> [THE TASK]
The answer must be every line from the entries below that includes "white".

> [MATERIAL SUPPLIED]
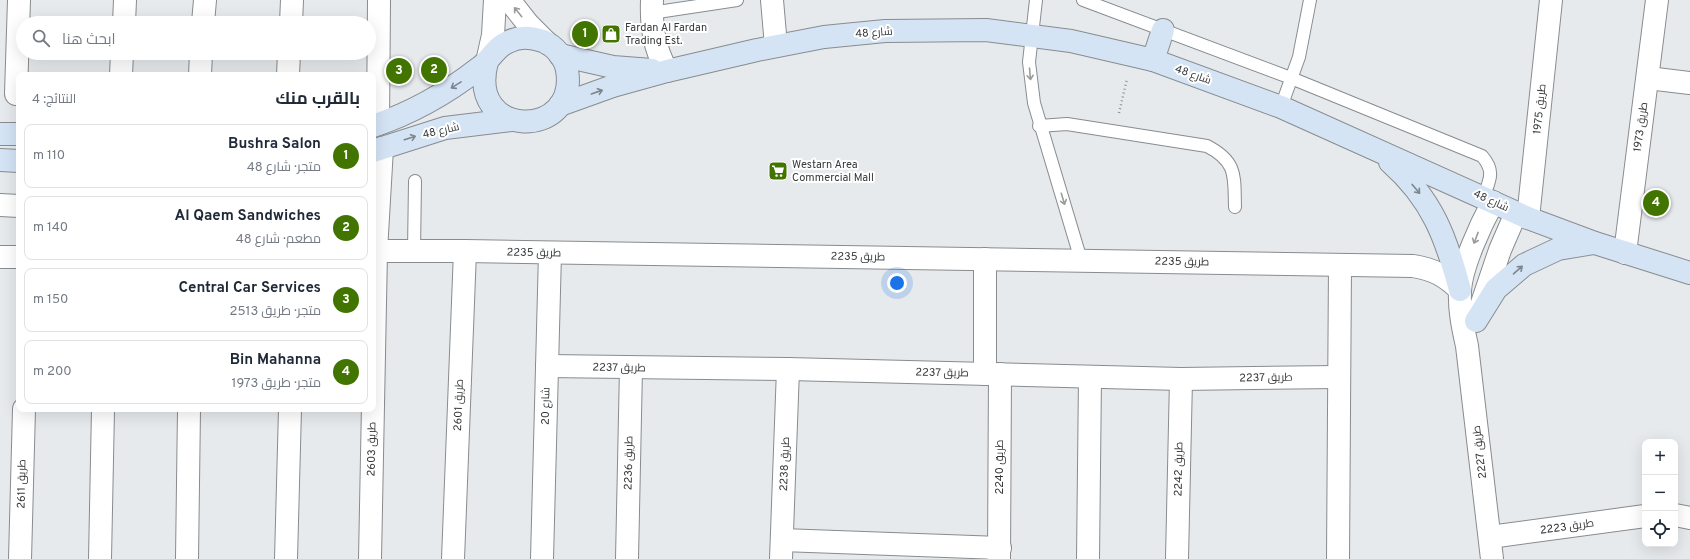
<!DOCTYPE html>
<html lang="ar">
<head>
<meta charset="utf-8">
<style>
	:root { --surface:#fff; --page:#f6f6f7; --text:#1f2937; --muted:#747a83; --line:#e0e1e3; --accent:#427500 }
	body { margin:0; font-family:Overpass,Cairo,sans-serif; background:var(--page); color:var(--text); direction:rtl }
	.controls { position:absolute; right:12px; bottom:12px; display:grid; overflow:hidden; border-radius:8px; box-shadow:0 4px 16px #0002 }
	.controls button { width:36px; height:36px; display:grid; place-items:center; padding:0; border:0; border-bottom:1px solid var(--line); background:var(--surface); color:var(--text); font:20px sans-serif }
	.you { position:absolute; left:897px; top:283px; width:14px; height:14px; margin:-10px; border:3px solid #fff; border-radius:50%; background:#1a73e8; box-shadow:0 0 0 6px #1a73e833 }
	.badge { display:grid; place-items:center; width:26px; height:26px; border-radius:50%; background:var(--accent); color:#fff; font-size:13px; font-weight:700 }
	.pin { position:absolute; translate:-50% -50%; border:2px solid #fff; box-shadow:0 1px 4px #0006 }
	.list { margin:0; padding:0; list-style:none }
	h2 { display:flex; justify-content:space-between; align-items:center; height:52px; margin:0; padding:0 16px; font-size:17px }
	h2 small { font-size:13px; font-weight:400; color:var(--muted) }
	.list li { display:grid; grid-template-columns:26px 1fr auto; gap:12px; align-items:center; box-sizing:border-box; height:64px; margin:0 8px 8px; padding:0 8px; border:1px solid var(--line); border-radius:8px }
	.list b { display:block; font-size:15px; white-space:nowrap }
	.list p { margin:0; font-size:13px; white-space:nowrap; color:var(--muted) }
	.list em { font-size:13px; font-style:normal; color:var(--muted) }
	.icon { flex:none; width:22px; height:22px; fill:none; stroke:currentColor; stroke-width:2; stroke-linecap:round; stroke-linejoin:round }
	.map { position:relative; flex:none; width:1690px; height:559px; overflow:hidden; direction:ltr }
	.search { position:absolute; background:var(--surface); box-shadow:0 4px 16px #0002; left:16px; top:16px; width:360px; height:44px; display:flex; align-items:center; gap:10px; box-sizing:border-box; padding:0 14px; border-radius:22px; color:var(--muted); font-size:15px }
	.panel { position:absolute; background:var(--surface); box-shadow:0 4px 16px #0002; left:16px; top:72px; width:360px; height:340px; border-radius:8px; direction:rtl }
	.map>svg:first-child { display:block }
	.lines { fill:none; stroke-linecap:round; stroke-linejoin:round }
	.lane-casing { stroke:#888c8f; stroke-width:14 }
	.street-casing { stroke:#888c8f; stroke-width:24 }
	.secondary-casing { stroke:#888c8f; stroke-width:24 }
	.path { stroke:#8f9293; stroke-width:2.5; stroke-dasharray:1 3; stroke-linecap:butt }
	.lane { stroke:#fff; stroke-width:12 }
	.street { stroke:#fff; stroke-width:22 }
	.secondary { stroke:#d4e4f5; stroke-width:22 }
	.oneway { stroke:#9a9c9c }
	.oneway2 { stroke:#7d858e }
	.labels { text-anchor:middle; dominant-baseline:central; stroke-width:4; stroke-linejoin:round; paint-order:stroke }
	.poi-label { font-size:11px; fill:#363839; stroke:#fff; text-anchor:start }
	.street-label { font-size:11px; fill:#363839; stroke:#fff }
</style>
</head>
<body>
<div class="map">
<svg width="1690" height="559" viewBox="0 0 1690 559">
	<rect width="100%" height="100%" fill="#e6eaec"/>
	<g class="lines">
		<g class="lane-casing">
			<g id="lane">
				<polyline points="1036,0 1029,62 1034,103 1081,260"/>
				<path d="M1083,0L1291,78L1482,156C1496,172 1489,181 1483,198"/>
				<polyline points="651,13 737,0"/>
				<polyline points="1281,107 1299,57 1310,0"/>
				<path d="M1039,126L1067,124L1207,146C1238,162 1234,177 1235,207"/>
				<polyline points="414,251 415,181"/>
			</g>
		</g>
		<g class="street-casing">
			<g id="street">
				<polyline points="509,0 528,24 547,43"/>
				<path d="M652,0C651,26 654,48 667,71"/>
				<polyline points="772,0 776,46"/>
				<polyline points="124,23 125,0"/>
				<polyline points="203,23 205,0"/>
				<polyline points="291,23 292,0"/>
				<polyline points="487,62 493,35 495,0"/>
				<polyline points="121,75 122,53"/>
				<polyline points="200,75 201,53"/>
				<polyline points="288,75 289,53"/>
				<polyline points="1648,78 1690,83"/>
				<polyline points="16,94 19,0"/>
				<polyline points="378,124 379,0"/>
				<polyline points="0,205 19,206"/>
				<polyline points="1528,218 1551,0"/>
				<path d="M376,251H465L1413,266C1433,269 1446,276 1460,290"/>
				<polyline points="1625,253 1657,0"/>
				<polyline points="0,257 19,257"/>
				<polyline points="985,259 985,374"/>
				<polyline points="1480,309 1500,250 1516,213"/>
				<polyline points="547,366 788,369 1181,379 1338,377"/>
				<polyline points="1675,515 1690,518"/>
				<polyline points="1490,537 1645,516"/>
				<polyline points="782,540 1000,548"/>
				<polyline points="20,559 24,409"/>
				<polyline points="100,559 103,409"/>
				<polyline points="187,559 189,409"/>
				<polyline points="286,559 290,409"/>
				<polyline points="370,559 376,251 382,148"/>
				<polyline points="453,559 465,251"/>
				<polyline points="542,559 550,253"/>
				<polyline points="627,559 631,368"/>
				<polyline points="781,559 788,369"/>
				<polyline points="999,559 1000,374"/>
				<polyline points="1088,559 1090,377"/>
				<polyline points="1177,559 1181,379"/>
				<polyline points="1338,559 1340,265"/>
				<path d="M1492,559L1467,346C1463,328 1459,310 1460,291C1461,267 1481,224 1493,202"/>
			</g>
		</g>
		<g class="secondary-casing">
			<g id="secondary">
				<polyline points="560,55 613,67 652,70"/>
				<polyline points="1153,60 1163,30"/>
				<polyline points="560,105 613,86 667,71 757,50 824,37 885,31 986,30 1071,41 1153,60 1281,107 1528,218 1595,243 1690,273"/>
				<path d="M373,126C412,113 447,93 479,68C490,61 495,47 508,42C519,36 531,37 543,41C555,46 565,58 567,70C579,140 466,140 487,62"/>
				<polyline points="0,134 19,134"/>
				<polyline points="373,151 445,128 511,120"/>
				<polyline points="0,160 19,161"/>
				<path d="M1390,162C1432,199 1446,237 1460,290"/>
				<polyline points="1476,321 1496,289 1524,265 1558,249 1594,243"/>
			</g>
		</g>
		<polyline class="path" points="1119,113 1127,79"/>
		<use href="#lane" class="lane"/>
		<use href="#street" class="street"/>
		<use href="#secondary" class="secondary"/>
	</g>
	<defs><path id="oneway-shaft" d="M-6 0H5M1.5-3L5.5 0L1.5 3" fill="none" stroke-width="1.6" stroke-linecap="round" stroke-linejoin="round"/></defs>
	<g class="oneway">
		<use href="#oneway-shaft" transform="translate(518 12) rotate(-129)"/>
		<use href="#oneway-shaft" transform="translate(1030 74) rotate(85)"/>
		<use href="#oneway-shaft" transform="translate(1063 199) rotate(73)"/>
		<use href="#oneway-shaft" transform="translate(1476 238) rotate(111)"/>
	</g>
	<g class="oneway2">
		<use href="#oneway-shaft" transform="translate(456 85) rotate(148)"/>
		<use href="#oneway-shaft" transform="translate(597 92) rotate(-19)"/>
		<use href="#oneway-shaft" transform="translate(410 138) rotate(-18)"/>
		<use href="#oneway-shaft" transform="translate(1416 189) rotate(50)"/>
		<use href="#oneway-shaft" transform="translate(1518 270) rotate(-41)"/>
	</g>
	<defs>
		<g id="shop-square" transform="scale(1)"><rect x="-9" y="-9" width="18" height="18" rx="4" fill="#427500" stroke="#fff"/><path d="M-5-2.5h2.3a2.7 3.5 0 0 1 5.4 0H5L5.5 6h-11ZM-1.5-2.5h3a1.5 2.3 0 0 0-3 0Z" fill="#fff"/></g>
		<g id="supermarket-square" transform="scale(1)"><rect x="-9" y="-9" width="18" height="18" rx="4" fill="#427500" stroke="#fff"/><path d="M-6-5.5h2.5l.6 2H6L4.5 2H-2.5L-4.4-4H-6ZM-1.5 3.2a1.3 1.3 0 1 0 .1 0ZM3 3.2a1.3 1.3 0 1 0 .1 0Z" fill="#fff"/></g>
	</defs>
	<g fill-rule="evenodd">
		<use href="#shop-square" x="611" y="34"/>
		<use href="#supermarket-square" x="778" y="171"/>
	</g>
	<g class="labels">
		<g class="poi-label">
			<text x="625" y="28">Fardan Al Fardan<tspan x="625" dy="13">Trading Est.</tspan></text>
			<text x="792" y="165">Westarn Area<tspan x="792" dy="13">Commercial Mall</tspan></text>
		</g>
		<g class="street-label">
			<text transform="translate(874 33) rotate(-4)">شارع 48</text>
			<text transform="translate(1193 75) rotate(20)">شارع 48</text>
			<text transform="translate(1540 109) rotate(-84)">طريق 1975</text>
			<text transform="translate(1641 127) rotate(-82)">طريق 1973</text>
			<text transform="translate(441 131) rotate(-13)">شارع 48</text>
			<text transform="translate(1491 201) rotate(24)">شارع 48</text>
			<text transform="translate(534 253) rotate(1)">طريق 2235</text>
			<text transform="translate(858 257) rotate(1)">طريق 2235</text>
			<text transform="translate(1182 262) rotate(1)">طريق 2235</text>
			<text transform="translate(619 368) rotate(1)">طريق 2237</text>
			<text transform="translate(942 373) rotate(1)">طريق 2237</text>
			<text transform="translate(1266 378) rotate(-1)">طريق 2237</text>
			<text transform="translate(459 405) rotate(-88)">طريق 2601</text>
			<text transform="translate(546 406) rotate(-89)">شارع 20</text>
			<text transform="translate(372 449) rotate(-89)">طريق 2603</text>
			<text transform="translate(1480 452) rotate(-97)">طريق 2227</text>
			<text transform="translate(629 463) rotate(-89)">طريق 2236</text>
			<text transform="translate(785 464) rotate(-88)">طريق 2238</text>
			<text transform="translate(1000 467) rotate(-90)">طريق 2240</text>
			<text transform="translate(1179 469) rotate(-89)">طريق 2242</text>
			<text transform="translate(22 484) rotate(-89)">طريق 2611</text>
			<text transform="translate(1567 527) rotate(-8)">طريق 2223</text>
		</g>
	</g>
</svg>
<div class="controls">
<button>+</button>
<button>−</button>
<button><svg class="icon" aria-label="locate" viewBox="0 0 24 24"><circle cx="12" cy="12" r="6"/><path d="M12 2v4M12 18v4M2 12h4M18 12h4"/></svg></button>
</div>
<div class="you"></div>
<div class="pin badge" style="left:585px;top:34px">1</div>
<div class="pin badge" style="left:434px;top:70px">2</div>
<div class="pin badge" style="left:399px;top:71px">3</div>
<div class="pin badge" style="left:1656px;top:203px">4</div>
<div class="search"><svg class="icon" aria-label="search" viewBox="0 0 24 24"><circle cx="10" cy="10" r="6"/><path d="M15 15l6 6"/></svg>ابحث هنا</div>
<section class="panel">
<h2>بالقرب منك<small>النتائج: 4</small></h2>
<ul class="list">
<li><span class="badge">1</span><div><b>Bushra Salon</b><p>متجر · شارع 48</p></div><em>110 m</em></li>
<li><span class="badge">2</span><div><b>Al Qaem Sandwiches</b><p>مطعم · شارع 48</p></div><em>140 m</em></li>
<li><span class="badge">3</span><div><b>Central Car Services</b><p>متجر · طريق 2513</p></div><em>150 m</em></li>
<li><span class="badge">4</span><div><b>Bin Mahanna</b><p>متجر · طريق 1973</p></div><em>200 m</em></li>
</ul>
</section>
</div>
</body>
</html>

> [RESPONSE AREA]
	.list b { display:block; font-size:15px; white-space:nowrap }
	.list p { margin:0; font-size:13px; white-space:nowrap; color:var(--muted) }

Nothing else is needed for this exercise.